A Polícia Civil de São Paulo prendeu 9 suspeitos em uma nova ofensiva contra a chamada gangue das correntinhas, grupo investigado por roubos e receptação de joias na região central da capital.
A operação foi deflagrada na quinta-feira, 14 de maio, e também cumpriu novos mandados contra 6 investigados que já estavam presos, ampliando o cerco ao esquema.
Segundo a polícia, o foco da ação foi interromper a cadeia que liga os assaltos de rua à revenda rápida de ouro, prática que virou alvo prioritário das autoridades paulistas.
O que este artigo aborda:
- Como a operação foi montada em São Paulo
- Por que a gangue das correntinhas preocupa as autoridades
- O que muda para moradores e comércio do centro
- Próximos passos da investigação
Como a operação foi montada em São Paulo
De acordo com a operação Eldorado que resultou em 9 prisões, os suspeitos agiam principalmente no centro da cidade.
Os investigadores afirmam que o grupo era especializado em roubos de correntes de ouro e na receptação do material, com atuação articulada e divisão de funções.
Esse tipo de crime costuma ter execução rápida. A vítima é abordada na rua, perde o objeto em segundos e encontra dificuldade para rastrear o destino da peça.
- Prisões ocorreram na capital paulista.
- Mandados também atingiram suspeitos já detidos.
- A investigação mira roubo e receptação.
Por que a gangue das correntinhas preocupa as autoridades
O avanço desse modelo criminoso preocupa porque combina violência urbana, revenda ágil e grande circulação de pessoas em áreas comerciais e de transporte.

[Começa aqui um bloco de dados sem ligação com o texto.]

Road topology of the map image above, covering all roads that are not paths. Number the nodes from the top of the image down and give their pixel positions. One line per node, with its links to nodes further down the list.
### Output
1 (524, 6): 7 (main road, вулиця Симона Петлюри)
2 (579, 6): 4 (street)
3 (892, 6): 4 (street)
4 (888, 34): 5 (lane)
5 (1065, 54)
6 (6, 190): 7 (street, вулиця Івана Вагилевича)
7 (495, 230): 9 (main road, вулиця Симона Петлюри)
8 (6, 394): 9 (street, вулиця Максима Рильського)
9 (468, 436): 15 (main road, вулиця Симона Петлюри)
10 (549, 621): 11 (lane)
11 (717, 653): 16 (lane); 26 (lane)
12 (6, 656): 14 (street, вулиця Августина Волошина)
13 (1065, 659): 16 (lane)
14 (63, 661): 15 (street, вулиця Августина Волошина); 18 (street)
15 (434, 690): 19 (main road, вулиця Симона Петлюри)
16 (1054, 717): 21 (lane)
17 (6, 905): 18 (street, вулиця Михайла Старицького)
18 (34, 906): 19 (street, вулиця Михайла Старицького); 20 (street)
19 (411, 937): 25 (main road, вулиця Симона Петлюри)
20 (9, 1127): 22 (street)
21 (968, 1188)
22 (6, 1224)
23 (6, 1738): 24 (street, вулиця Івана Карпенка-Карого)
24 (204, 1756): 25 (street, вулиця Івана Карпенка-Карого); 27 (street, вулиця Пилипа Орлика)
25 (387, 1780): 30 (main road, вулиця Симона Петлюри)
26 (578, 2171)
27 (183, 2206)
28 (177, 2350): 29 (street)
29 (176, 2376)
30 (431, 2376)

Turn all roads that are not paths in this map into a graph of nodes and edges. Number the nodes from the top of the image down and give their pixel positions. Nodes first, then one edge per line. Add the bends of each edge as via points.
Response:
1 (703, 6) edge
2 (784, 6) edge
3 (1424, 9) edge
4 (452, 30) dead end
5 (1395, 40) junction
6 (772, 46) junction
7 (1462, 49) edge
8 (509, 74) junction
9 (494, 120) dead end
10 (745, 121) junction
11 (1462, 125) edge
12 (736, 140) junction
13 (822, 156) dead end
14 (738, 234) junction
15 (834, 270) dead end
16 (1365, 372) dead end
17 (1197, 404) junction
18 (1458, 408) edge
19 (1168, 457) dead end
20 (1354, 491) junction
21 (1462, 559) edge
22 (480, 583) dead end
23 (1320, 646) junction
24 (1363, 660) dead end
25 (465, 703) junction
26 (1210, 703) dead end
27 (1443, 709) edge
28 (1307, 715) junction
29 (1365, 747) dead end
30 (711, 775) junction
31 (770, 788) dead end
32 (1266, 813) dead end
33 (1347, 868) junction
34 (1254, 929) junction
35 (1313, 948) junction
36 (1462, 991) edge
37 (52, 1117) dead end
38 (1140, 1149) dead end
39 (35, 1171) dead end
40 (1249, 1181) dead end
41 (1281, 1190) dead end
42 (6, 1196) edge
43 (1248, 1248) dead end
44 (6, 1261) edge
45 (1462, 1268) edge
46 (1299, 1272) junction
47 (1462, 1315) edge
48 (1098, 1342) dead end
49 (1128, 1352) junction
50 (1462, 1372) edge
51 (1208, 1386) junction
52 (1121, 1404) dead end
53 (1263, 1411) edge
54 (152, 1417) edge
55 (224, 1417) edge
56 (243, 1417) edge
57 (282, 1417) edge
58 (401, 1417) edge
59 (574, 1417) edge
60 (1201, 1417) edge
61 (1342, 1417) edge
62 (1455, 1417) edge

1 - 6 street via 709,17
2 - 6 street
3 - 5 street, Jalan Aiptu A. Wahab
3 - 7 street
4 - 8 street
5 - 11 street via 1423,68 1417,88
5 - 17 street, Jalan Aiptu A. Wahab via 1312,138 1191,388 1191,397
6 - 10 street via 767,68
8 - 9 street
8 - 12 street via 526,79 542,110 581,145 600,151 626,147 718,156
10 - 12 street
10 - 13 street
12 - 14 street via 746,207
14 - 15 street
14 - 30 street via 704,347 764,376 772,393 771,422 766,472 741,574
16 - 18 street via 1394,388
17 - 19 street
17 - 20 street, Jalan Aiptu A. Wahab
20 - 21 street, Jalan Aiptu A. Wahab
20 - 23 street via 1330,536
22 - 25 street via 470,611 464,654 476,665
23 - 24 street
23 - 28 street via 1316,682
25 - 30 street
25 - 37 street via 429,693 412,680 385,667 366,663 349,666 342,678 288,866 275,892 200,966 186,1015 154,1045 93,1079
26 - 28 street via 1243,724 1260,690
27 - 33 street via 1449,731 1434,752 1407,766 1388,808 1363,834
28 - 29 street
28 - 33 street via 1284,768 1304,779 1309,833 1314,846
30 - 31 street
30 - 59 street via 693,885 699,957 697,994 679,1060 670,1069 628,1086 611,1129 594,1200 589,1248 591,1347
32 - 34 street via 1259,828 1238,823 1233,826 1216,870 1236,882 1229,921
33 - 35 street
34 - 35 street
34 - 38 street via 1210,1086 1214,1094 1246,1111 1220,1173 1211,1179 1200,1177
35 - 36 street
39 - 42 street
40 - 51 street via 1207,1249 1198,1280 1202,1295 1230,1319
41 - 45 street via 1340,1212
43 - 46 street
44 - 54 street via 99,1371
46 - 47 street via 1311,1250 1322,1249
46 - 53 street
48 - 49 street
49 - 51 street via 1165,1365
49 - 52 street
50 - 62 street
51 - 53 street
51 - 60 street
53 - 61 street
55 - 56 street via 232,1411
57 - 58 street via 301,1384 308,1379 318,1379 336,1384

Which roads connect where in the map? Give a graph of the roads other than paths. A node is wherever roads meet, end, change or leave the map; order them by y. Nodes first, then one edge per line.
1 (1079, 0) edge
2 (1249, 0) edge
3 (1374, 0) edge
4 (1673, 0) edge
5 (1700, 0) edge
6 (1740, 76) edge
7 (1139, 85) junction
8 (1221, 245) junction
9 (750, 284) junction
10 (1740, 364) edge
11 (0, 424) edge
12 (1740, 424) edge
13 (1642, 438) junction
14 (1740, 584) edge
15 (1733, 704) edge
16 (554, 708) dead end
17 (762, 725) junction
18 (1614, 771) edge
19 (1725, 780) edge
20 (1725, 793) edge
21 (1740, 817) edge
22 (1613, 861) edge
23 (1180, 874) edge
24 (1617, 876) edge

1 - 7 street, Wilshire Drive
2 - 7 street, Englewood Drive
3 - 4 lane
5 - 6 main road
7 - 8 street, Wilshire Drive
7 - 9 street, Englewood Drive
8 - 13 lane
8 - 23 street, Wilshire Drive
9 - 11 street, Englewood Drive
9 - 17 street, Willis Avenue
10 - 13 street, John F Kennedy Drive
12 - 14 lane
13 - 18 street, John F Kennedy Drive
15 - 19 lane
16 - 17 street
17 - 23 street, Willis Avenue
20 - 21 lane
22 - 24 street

Ao atingir o centro, a quadrilha explora uma região de fluxo intenso, com trabalhadores, comerciantes e passageiros, o que aumenta a exposição de potenciais vítimas.
A estratégia policial é desmontar não apenas quem rouba, mas também quem recebe, oculta e recoloca o ouro no mercado informal.
Em São Paulo, a atenção sobre segurança urbana já vinha elevada após outros episódios recentes de grande repercussão na capital e na região metropolitana.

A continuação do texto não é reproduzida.